EXPERIMENTS ON THE PERIODIC INSTABILITY OF BUOYANT PLUMES AND POOL FIRES

An experimental study of buoyant propane diffusion flames was undertaken to identify the mechanism responsible for the periodic oscillations near the source of these flames. This phenomenon, often referred to as ''puffing'' in the literature, exhibits itself as quasi-periodic oscillations of the diffusion flame front near the axisymmetric source of a fire with formation of large scale flaming vortical structures. Experimental diagnostics primarily involved flow visualization, velocity, and pressure measurements under a variety of experimental conditions. First, the behavior of buoyant, noncombusting plumes originating from 0.10- and 0.30-m-diameter sources was investigated with either isothermal helium or high temperature combustion products as the buoyant fluid. It was found that the helium plumes exhibited puffing at both scales with puffing frequencies similar to the flames scaling with D-1/2. The plumes of hot combustion products on the 0.30-m-diameter burner were highly turbulent and puffing was very weak compared with the flames that were generated upon ignition of the latter hot gas plume of vitiated combustion products.

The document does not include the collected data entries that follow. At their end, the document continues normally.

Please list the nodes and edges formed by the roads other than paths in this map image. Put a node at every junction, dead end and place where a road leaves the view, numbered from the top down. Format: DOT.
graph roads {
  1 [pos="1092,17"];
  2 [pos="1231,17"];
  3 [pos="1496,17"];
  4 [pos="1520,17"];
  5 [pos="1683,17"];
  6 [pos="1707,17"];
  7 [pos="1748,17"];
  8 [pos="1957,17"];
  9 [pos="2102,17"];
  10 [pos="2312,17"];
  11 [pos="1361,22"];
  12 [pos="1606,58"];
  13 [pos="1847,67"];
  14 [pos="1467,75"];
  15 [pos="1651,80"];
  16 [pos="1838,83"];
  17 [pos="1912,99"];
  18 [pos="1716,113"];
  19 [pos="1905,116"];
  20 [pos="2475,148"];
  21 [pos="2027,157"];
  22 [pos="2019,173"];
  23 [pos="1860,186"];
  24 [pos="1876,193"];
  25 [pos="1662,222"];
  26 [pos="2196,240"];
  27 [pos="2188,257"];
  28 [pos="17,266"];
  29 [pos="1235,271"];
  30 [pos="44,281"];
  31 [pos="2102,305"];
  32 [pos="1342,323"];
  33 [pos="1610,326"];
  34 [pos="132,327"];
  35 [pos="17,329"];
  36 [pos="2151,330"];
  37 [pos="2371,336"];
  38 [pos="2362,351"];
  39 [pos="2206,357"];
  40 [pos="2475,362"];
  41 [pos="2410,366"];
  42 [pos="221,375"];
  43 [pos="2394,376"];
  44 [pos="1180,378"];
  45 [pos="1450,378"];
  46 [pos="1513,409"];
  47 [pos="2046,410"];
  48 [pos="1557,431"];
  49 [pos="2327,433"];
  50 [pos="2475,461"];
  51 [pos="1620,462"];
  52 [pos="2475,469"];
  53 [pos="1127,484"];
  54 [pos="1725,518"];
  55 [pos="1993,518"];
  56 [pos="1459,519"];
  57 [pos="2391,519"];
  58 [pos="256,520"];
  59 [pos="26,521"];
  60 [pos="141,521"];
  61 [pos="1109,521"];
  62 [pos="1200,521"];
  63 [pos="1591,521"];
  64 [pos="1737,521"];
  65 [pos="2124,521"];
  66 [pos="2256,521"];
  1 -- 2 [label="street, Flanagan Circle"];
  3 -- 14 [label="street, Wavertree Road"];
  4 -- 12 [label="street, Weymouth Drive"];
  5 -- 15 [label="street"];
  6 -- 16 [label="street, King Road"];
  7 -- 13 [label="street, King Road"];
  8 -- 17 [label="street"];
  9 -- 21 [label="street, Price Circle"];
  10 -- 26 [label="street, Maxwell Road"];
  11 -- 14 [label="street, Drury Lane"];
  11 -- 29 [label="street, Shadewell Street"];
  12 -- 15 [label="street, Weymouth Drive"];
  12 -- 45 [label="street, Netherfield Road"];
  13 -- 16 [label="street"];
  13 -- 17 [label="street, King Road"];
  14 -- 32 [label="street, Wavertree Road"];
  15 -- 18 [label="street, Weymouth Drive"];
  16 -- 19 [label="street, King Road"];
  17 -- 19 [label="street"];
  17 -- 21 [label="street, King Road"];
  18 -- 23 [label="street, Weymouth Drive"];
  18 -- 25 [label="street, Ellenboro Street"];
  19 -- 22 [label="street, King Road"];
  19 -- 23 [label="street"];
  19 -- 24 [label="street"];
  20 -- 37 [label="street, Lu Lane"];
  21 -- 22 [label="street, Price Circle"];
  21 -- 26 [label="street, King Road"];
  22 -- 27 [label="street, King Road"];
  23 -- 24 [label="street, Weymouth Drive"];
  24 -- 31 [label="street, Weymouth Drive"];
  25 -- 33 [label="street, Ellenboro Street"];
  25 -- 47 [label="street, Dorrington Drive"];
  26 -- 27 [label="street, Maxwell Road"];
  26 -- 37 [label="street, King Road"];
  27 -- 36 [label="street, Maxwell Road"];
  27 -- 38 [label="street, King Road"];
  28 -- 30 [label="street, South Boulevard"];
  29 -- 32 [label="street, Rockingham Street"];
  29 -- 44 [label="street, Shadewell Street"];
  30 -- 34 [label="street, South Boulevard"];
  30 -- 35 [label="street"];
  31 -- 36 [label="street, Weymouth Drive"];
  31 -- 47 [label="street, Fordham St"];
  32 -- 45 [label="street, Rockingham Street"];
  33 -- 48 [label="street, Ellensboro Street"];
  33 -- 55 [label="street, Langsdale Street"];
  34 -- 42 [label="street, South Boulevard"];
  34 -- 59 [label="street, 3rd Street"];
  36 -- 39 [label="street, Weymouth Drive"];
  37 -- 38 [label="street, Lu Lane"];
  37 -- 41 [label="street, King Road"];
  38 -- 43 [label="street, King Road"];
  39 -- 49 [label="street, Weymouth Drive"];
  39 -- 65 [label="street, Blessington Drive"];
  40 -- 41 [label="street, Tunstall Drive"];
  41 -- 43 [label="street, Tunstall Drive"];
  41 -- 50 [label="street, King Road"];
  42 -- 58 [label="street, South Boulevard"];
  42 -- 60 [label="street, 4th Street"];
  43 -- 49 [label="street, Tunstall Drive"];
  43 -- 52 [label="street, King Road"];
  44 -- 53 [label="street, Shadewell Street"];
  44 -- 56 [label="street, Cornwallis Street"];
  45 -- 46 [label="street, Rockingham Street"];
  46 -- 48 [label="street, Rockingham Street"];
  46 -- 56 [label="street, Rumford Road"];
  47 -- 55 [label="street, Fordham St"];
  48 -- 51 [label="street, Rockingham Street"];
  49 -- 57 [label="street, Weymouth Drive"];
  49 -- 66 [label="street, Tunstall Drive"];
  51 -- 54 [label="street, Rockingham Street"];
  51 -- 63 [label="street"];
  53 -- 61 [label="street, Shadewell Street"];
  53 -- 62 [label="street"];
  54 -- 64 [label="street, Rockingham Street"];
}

Second, effects of heat release were studied by dilution of fuel with a noncombustible gas. It was found that puffing persisted as long as a diffusion flame was sustained by the fuel stream, although its intensity diminished with increasing dilution. Third, effects of disturbances both internal and external to the flame were studied. These experiments strongly suggest that there exists a coupling of the flame front motion near the burner surface with the downstream development of large-scale flaming structures. Based on the reported experiments, a puffing mechanism is suggested. The puffing mechanism involves (1) acceleration of buoyant plume gas in stagnant surroundings resulting in formation of a toroidal vortical structure within one burner diameter above its surface, (2) the decaying influence of the toroidal vortex on the flame surface near the burner lip as it convects upward, and (3) the accumulation of buoyant gas inside the flame envelope and its buoyant acceleration to form the next vortical structure. The scaling of puffing frequency with the burner diameter is connected to the convection speed of toroidal vortices within one diameter height above the burner surface as it was shown with the use of a simple kinematic model.